Artık filtro'ün İtalyan içindeki anlamı hakkında daha fazla bilgi sahibi olduğunuza göre, seçilen örnekler aracılığıyla bunların nasıl kullanılacağını ve nasıl yapılacağını öğrenebilirsiniz. onları okuyun. Ve önerdiğimiz ilgili kelimeleri öğrenmeyi unutmayın. Web sitemiz sürekli olarak yeni kelimeler ve yeni örneklerle güncellenmektedir, böylece bilmediğiniz diğer kelimelerin anlamlarını İtalyan içinde arayabilirsiniz.

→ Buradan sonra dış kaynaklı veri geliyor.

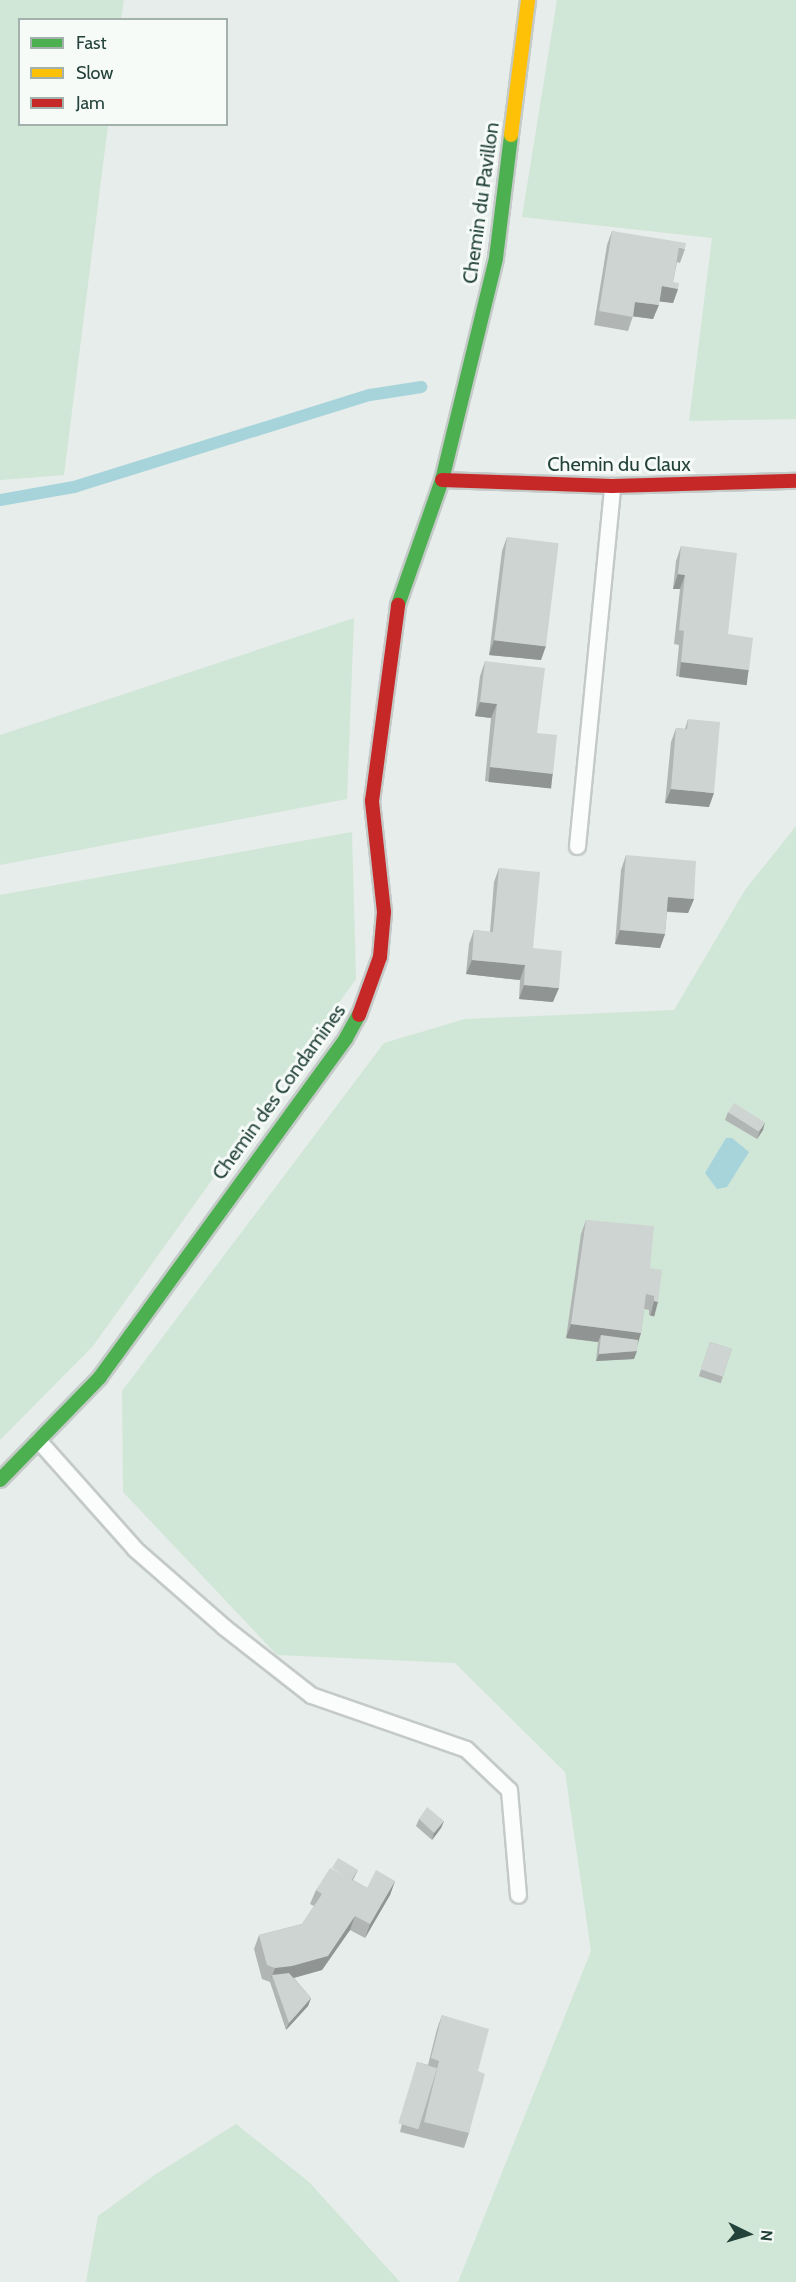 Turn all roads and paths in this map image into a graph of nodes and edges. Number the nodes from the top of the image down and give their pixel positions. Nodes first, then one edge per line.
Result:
1 (528, 0) edge
2 (442, 480) junction
3 (796, 481) edge
4 (612, 486) junction
5 (577, 846) dead end
6 (38, 1440) junction
7 (0, 1480) edge
8 (518, 1896) dead end

1 - 2 street, Chemin du Pavillon
2 - 4 street, Chemin du Claux
2 - 6 street, Chemin des Condamines
3 - 4 street, Chemin du Claux
4 - 5 lane
6 - 7 street, Chemin des Condamines
6 - 8 lane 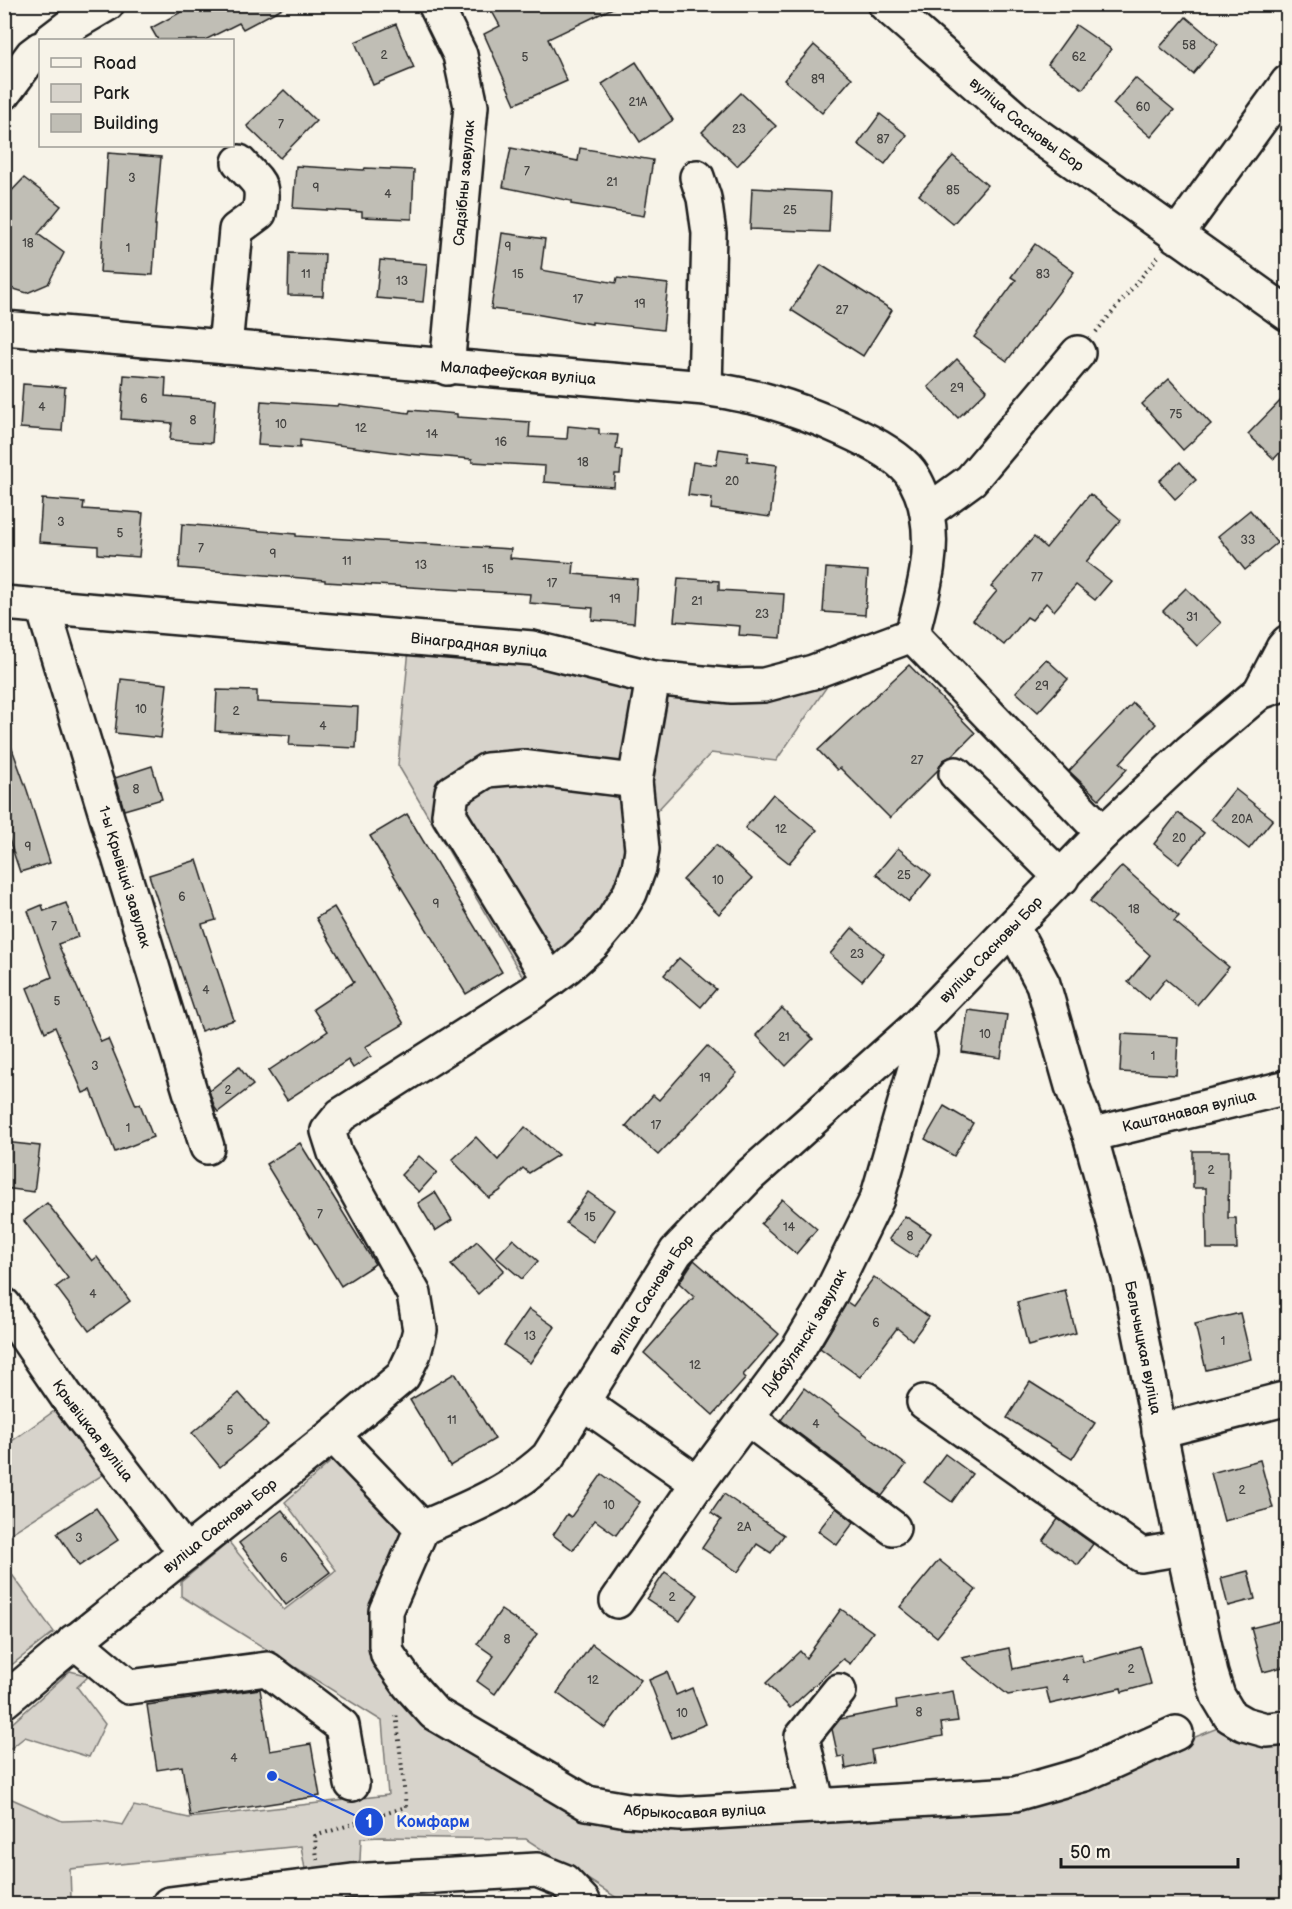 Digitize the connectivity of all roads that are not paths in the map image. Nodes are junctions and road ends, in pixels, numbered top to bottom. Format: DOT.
graph roads {
  1 [pos="107,4"];
  2 [pos="435,4"];
  3 [pos="885,4"];
  4 [pos="48,39"];
  5 [pos="32,49"];
  6 [pos="1287,82"];
  7 [pos="4,93"];
  8 [pos="239,162"];
  9 [pos="697,177"];
  10 [pos="1176,236"];
  11 [pos="1287,314"];
  12 [pos="4,328"];
  13 [pos="225,346"];
  14 [pos="1078,353"];
  15 [pos="447,368"];
  16 [pos="705,388"];
  17 [pos="927,513"];
  18 [pos="4,603"];
  19 [pos="43,607"];
  20 [pos="912,635"];
  21 [pos="1287,642"];
  22 [pos="653,678"];
  23 [pos="1274,687"];
  24 [pos="956,774"];
  25 [pos="635,781"];
  26 [pos="1103,833"];
  27 [pos="1062,878"];
  28 [pos="1013,928"];
  29 [pos="550,980"];
  30 [pos="915,1028"];
  31 [pos="1287,1087"];
  32 [pos="1090,1135"];
  33 [pos="207,1147"];
  34 [pos="4,1305"];
  35 [pos="1287,1398"];
  36 [pos="582,1402"];
  37 [pos="924,1402"];
  38 [pos="747,1418"];
  39 [pos="1159,1431"];
  40 [pos="333,1435"];
  41 [pos="698,1483"];
  42 [pos="422,1528"];
  43 [pos="894,1528"];
  44 [pos="1183,1548"];
  45 [pos="186,1553"];
  46 [pos="617,1601"];
  47 [pos="75,1641"];
  48 [pos="839,1691"];
  49 [pos="4,1701"];
  50 [pos="1287,1728"];
  51 [pos="1176,1733"];
  52 [pos="352,1784"];
  53 [pos="818,1806"];
  54 [pos="170,1905"];
  55 [pos="584,1905"];
  1 -- 4 [label="street"];
  2 -- 15 [label="street, Сядзібны завулак"];
  3 -- 10 [label="street, вуліца Сасновы Бор"];
  5 -- 7 [label="street"];
  6 -- 10 [label="street"];
  8 -- 13 [label="street"];
  9 -- 16 [label="street"];
  10 -- 11 [label="street, вуліца Сасновы Бор"];
  12 -- 13 [label="street, Малафееўская вуліца"];
  13 -- 15 [label="street, Малафееўская вуліца"];
  14 -- 17 [label="street"];
  15 -- 16 [label="street, Малафееўская вуліца"];
  16 -- 17 [label="street, Малафееўская вуліца"];
  17 -- 20 [label="street, Малафееўская вуліца"];
  18 -- 19 [label="street, Вінаградная вуліца"];
  19 -- 22 [label="street, Вінаградная вуліца"];
  19 -- 33 [label="street, 1-ы Крывіцкі завулак"];
  20 -- 22 [label="street, Вінаградная вуліца"];
  20 -- 26 [label="street"];
  21 -- 23 [label="street"];
  22 -- 25 [label="street"];
  23 -- 26 [label="street, вуліца Сасновы Бор"];
  24 -- 27 [label="street"];
  25 -- 29 [label="street"];
  25 -- 29 [label="street"];
  26 -- 27 [label="street, вуліца Сасновы Бор"];
  27 -- 28 [label="street, вуліца Сасновы Бор"];
  28 -- 30 [label="street, вуліца Сасновы Бор"];
  28 -- 32 [label="street, Бельчыцкая вуліца"];
  29 -- 40 [label="street, вуліца Сасновы Бор"];
  30 -- 36 [label="street, вуліца Сасновы Бор"];
  30 -- 38 [label="street, Дубаўлянскі завулак"];
  31 -- 32 [label="street, Каштанавая вуліца"];
  32 -- 39 [label="street, Бельчыцкая вуліца"];
  34 -- 45 [label="street, Крывіцкая вуліца"];
  35 -- 39 [label="street"];
  36 -- 41 [label="street"];
  36 -- 42 [label="street, вуліца Сасновы Бор"];
  37 -- 44 [label="street"];
  38 -- 41 [label="street, Дубаўлянскі завулак"];
  38 -- 43 [label="street"];
  39 -- 44 [label="street, Бельчыцкая вуліца"];
  40 -- 42 [label="street"];
  40 -- 45 [label="street, вуліца Сасновы Бор"];
  41 -- 46 [label="street, Дубаўлянскі завулак"];
  42 -- 53 [label="street, Абрыкосавая вуліца"];
  44 -- 50 [label="street, Бельчыцкая вуліца"];
  45 -- 47 [label="street, вуліца Сасновы Бор"];
  47 -- 49 [label="street, вуліца Сасновы Бор"];
  47 -- 52 [label="street"];
  48 -- 53 [label="street"];
  51 -- 53 [label="street, Абрыкосавая вуліца"];
  54 -- 55 [label="street"];
}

İtalyan hakkında bilginiz var mı

İtalyan (italiano) bir Roman dilidir ve çoğu İtalya'da yaşayan yaklaşık 70 milyon insan tarafından konuşulmaktadır. İtalyanca Latin alfabesini kullanır. J, K, W, X ve Y harfleri standart İtalyan alfabesinde yoktur, ancak yine de İtalyancadan ödünç alınan kelimelerde görünürler. İtalyanca, 67 milyon kişiyle (AB nüfusunun %15'i) Avrupa Birliği'nde en çok konuşulan ikinci dildir ve 13.4 milyon AB vatandaşı (%3) tarafından ikinci dil olarak konuşulmaktadır. İtalyanca, Vatikan'ın başlıca çalışma dilidir ve Roma Katolik hiyerarşisinde lingua franca olarak hizmet eder. İtalyanların yayılmasına yardımcı olan önemli bir olay, Napolyon'un 19. yüzyılın başlarında İtalya'yı fethi ve işgaliydi. Bu fetih, birkaç on yıl sonra İtalya'nın birleşmesini teşvik etti ve İtalyan dilinin dilini zorladı. İtalyanca, yalnızca sekreterler, aristokratlar ve İtalyan mahkemeleri arasında değil, aynı zamanda burjuvazi tarafından da kullanılan bir dil haline geldi.